After the Liberal Democrats Federal Conference

Although this post is a few days after the fact, I nevertheless thought that this insightful and intriguing article by the Guardian's senior political correspondent, Andrew Sparrow was worth referring to.

Mr. Sparrow sets out ten lessons from the recent Liberal Democrats Federal Conference that underlines the risky but necessary course that Nick Clegg has embarked on. In particular he identifies that the Liberal Democrats leader is seeking to recast us into a mainstream party that can win by first-past-the-post:

As Matthew d'Ancona put it in a column recently, he wants "nothing less than to create a third party of government; not an electoral dumping ground for the Undecideds, the Outraged and People Who Still Hate Blair, but a party ready to participate in future coalitions and bring its own distinctive approach to bear on government". But with the polls as they are, this new entity could face a virtual electoral wipeout in 2015.

He also says that Liberal Democratss seem more committed than ever to the coalition, and that the party seems to have realised it is past the point of no return:

It may not know where its journey will end, but the bridge back to April 2010 is in cinders. The clearest sign of this came when the party endorsed the coalition's key economic strategy, decisively rejecting a call for a Plan B. Clegg made the point convincingly in his speech to the conference rally on Saturday. "This is the first time anyone in modern Britain has experienced a national coalition government," he said. "We must show them it is a form of government that works well for them. If we don't we will have lost not only the argument for having Liberal Democrats in power but for having a third party at all." In other words, the Lib Dems face an existential threat, and if the coalition fails, the party is doomed too.

He adds that the Liberal Democrats have not resolved the right/left argument, but the conference showed members can unite around three themes: taxing the wealthy (the mansion tax has been championed ad nauseam); defending civil liberties (the leadership was trounced on secret courts, in the best debate of the conference); and green growth (which has become a key dividing line with the Tories).

His last three points are particularly telling:

8. Coalition is making government more open In the past ministers used to argue in private and defend their collective decisions in public. When the coalition launched, the two parties tried to play down differences in public, but now Clegg and the Lib Dems are so open about their disagreements with Tory colleagues that, as this week has demonstrated, it has almost stopped being a story.

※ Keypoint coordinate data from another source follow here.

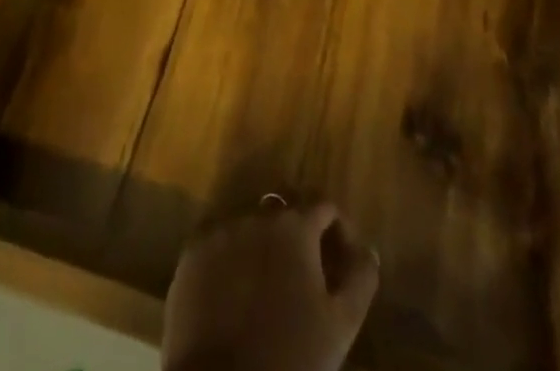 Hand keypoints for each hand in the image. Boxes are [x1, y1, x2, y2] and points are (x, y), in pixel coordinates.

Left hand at [162, 198, 379, 370]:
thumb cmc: (289, 359)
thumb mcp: (340, 326)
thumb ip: (361, 279)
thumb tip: (368, 248)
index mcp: (294, 225)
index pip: (324, 205)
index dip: (338, 229)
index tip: (343, 261)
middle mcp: (256, 214)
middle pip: (285, 209)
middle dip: (299, 233)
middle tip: (306, 274)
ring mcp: (220, 230)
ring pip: (250, 224)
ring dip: (264, 243)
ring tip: (269, 285)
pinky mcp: (191, 253)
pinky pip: (219, 241)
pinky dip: (232, 256)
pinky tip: (237, 291)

Danny Alexander proposed a motion implicitly attacking his boss, George Osborne, and the media barely batted an eyelid. Conversations that once took place behind closed doors are being conducted in public. It's a notable shift in Whitehall culture.

9. The Lib Dems are still overwhelmingly white and male The party has no ethnic minority MPs and there seemed to be very few ethnic minority delegates at the conference. The most senior woman to get a high profile speech slot was Jo Swinson, a junior minister. In diversity terms, this party has a very long way to go.

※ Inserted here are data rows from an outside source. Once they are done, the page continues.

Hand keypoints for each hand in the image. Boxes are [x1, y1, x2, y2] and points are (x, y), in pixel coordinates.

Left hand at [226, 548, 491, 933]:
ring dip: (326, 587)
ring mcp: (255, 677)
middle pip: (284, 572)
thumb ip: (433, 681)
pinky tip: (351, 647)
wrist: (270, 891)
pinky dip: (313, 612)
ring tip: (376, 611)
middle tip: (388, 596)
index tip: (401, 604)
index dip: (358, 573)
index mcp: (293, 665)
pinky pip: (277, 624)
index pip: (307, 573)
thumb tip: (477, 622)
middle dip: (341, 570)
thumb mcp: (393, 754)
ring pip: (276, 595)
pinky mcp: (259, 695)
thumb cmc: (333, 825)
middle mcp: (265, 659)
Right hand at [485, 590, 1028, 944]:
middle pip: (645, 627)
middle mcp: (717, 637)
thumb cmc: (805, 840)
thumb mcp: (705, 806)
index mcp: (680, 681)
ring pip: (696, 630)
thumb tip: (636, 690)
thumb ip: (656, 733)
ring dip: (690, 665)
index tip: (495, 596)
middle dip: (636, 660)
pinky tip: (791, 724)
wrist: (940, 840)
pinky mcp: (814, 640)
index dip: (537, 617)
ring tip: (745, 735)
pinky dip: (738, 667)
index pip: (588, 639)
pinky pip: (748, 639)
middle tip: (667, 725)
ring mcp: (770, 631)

10. But it's a great party to join if you want to speak at a party conference This week has confirmed that the Lib Dems are still the only main party in British politics genuinely comfortable about letting the members debate policy. Labour and the Tories use their conferences to showcase their leaders and rising stars. If you want to go to party conference, get involved in debates and speak on more than one occasion, I'm afraid you haven't got much option. You'll have to join the Lib Dems.

Personally, I am comfortable with this analysis. This is a long game, but it is also a risky one. If we do not embark on it then we will be doomed to remain at the margins of British politics.